Para toda empresa las principales preocupaciones son la captación y mantenimiento de sus clientes y la gestión del crédito y la liquidez, lo que ha llevado a crear la figura del credit manager o gestor del crédito, implantado en la mayoría de grandes empresas y especialmente en las financieras, para mejorar el flujo de caja y asegurar la tesorería. Como todas las tendencias, primero llegan a las grandes y poco a poco van calando en las medianas. El ejemplo lo tendríamos en una cadena de franquicias de hostelería mediana que tiene que lidiar con infinidad de proveedores y en distintos territorios.

Afortunadamente, cada vez son más las empresas que entienden que para optimizar el capital circulante y mejorar el flujo de caja no es suficiente con trabajar sobre las cuentas a cobrar, es decir en la relación empresa-cliente, sino que también hay que prestar atención a las cuentas a pagar, esto es, proveedores y stocks. En este sentido, la revisión y refuerzo constante de la relación con los proveedores son clave, ya que una mala gestión podría derivar en graves dificultades dentro del ciclo del negocio —demand planning, compras, producción y ventas—.
Para evitar estos problemas, hace tiempo que surgió en Europa la figura del debt manager, cuya misión es gestionar los proveedores desde un punto de vista financiero, con la vista puesta en mejorar el flujo de caja, ya sea en términos de deuda comercial o en términos de stocks. Si el credit manager es la unión entre finanzas y el mundo comercial, el debt manager lo es entre finanzas y el mundo compras.
Fomentar la colaboración, estrechar lazos
No hay duda de que el objetivo último de toda empresa es aumentar la cuenta de resultados, pero para conseguirlo, en ocasiones se deben tener en cuenta otros factores diferentes de los estrictamente monetarios. En el caso que nos ocupa de la relación con proveedores, la negociación de precios y, en definitiva, toda la vertiente económica de la relación con estos es importante, pero no la única. Fomentar la colaboración con nuestros proveedores, fomentando relaciones fuertes y consolidadas, puede darnos más alegrías que tristezas en el largo plazo. No podemos obligar a un proveedor a mantener en el tiempo una política continuada de precios bajos si esto supone el deterioro de nuestra relación, rebajas en la calidad de los productos suministrados o incluso el cierre de la propia empresa. Esta es una variable a considerar muy importante para empresas que trabajan con proveedores certificados, de materias primas o componentes determinantes en la elaboración de otros productos, ya que la pérdida o descontento por parte de ese proveedor estratégico puede dar al traste con toda la producción.

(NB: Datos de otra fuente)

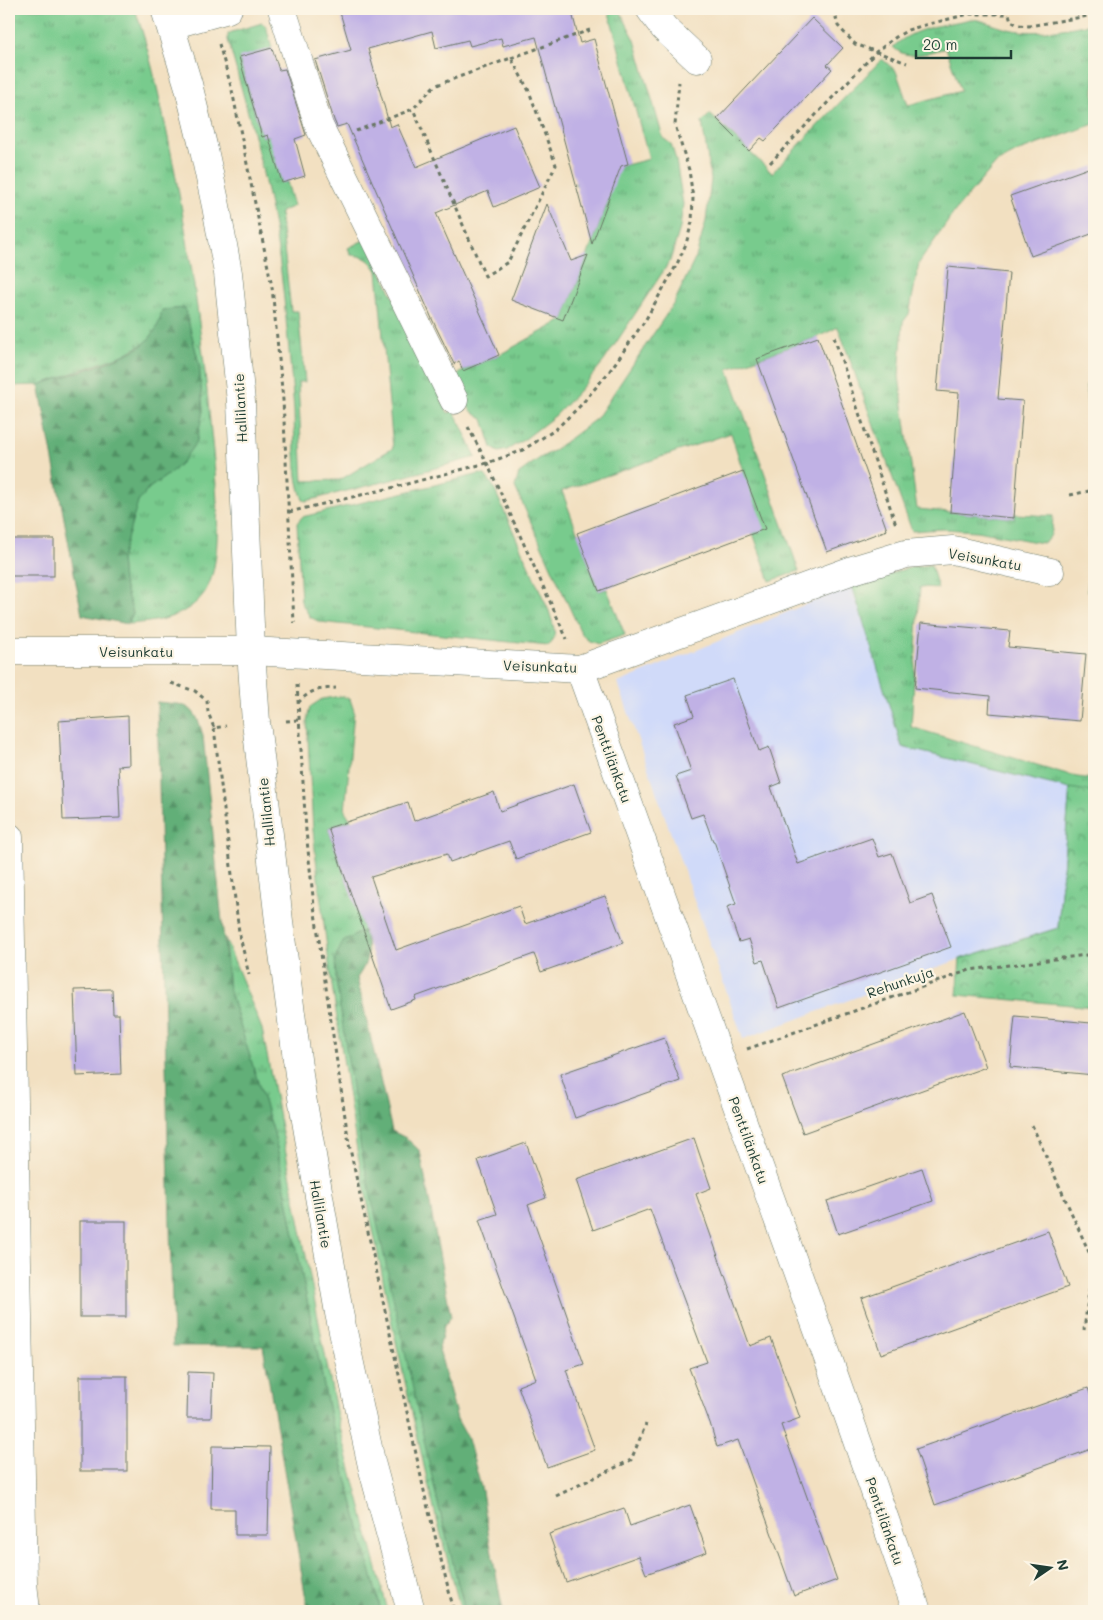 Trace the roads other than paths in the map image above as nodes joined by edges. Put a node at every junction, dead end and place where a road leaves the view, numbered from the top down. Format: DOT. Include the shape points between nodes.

Calificación de proveedores
Evaluar a los proveedores de manera objetiva permite reducir la incertidumbre y ayuda a elegir a la empresa más apropiada para cada producto y momento, por este motivo debería ser una prioridad para la compañía tanto desde un punto de vista operativo como financiero.
La calificación de proveedores permite monitorizarlos y compararlos valorando comportamientos, precios, solidez financiera y calidad del trabajo. El objetivo debe ser el de construir relaciones fuertes con proveedores estratégicos y esto requiere, inevitablemente, un fuerte compromiso y esfuerzo que implica tanto a la empresa como al proveedor.
Un método apropiado de evaluación de proveedores debe evaluar aspectos tales como:
• Capacidad de producción.
• Experiencia previa.
• Tecnología empleada e innovación.
• Precio.
• Plazos de entrega.
• Accesibilidad/Comunicación.
• Solidez financiera.
• Auditorías.
Contract compliance o seguimiento de la actividad
En la relación con los proveedores, tan importante es la negociación previa como el seguimiento de lo pactado. El debt manager debe verificar que se cumplen todos los estándares exigidos y se respetan los niveles de calidad, manteniendo las condiciones financieras negociadas. De este modo, se establecerá un verdadera relación de solidez con el proveedor y permanente en el tiempo.
Sin importar el tamaño
Como comentaba al comenzar este artículo, la figura tanto del credit manager como del debt manager son bien acogidas por las grandes empresas, en una primera fase en el extranjero pero cada vez más en España, que entienden la necesidad de analizar, controlar, verificar y optimizar las relaciones con los proveedores. No obstante, para las pymes también son figuras clave con cabida dentro de la organización, ya sea de manera interna o como consultores externos, todo depende de las necesidades y posibilidades de cada compañía.